After an hour, we stop to drink beer, the cans sweaty in the palms of our hands. My brother’s hair is long and blond, and the sun plays on it as he goes to get another beer from the cooler. I am young, and he is younger. The air is clean up here. We hear the sound of water over rocks and follow it through the woods to a creek that pools out deep enough for us to stand in it up to our necks. The water is so cold it seems to burn and so clear we can see the glint of fool’s gold amid the rocks at our feet. Then we are back to the cutting, the cold of the water stored hard in our bones, though we sweat from the work and the high, dry sun, until the truck sits low on its rear axle and the tires are no longer quite round under the weight of all that oak.
“We got us a load of stored sunshine,” I say as we creep down the rutted road. It is something I would say to no one but him, not even to my beautiful young wife, who waits at home with dinner; I can imagine a dozen different meals she might be making, all of them good.
“Stored sunshine,” my brother says. “I’ll drink to that,” and he fishes two beers out of the ice chest.
But that was a summer long ago, and this is winter here and now. As I start for home, I can see smoke curling up out of chimneys in the woods. The sun chases me all the way down the canyon, sixty-five miles, setting as I go, dancing on the river that follows the road.
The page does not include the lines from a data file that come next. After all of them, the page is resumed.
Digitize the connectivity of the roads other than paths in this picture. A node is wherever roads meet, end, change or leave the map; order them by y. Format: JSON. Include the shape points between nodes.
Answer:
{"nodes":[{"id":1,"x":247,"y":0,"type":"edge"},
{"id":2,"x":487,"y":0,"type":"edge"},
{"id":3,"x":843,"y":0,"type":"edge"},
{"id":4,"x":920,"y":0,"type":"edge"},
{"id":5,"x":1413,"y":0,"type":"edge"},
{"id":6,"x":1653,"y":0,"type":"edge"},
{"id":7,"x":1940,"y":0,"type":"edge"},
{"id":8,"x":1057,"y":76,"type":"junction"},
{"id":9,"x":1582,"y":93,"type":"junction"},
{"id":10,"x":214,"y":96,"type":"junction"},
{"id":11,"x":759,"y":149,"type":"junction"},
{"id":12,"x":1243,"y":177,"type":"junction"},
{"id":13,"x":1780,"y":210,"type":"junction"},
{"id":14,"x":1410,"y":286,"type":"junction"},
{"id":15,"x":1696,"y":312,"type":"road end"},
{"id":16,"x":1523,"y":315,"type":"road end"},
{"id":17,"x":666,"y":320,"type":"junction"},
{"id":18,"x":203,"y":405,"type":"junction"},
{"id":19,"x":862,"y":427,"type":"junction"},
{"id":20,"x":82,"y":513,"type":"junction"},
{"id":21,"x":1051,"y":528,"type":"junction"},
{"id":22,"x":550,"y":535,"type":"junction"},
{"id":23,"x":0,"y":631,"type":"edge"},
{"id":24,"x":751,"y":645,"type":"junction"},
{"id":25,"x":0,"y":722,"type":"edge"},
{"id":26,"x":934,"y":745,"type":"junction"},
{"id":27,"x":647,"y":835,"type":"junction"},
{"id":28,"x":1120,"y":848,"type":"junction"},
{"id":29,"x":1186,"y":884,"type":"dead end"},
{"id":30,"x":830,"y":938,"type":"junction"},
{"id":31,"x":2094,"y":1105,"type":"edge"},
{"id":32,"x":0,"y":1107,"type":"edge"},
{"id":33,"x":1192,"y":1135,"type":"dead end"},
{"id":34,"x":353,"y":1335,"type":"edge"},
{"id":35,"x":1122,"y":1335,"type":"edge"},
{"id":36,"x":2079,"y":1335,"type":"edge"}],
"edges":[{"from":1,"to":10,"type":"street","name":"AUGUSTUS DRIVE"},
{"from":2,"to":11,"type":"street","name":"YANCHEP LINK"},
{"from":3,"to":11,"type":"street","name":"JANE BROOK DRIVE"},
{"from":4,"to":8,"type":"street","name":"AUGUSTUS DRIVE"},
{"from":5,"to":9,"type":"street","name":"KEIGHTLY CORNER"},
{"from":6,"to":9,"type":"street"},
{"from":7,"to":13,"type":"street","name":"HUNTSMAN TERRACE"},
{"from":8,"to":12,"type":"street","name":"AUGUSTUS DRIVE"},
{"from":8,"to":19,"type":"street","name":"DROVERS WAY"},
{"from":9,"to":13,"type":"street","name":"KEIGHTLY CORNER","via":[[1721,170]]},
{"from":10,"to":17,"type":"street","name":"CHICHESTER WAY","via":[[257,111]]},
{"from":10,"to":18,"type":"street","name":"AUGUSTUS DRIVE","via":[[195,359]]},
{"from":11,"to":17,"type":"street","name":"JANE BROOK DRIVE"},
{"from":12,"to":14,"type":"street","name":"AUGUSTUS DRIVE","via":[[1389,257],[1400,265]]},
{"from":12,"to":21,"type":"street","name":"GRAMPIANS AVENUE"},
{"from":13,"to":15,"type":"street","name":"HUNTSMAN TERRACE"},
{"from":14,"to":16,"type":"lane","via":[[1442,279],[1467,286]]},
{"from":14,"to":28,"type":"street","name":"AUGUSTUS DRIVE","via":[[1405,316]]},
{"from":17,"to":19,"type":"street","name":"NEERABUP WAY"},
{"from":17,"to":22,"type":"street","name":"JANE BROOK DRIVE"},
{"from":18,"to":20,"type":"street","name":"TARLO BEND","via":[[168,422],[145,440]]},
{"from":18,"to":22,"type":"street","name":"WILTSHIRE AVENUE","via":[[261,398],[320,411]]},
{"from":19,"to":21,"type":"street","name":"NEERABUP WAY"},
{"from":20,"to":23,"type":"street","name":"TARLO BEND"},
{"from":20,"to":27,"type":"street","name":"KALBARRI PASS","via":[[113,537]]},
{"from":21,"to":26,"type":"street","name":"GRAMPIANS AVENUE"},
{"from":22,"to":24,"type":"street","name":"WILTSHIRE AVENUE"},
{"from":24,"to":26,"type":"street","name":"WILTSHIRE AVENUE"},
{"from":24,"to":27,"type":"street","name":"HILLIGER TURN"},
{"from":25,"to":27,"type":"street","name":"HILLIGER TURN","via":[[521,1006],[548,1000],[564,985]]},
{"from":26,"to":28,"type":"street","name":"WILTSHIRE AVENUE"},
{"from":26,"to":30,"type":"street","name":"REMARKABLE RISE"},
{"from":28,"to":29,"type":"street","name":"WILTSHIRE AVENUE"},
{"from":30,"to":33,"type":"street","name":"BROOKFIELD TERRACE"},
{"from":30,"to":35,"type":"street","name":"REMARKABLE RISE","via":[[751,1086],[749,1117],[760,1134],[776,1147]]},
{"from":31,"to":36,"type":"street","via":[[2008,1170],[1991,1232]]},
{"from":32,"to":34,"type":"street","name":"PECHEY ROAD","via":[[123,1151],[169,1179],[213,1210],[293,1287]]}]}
A thousand mountain streams feed this river, and one of them, no doubt, is that nameless stream my brother and I cooled ourselves in when he was still handsome, still whole, still here. Not far to the west, the river is split by dams and diversion canals. Most of it goes to Los Angeles to water lawns, but some of it goes to the delta and then to the sea.
Bob Dylan sings “Forever Young” and “Knockin’ on Heaven’s Door.” And about the time I am back on flat land, I allow myself a tear or two before I switch to the news and try to imagine the dinner my wife, no longer young, will have for me when I get home.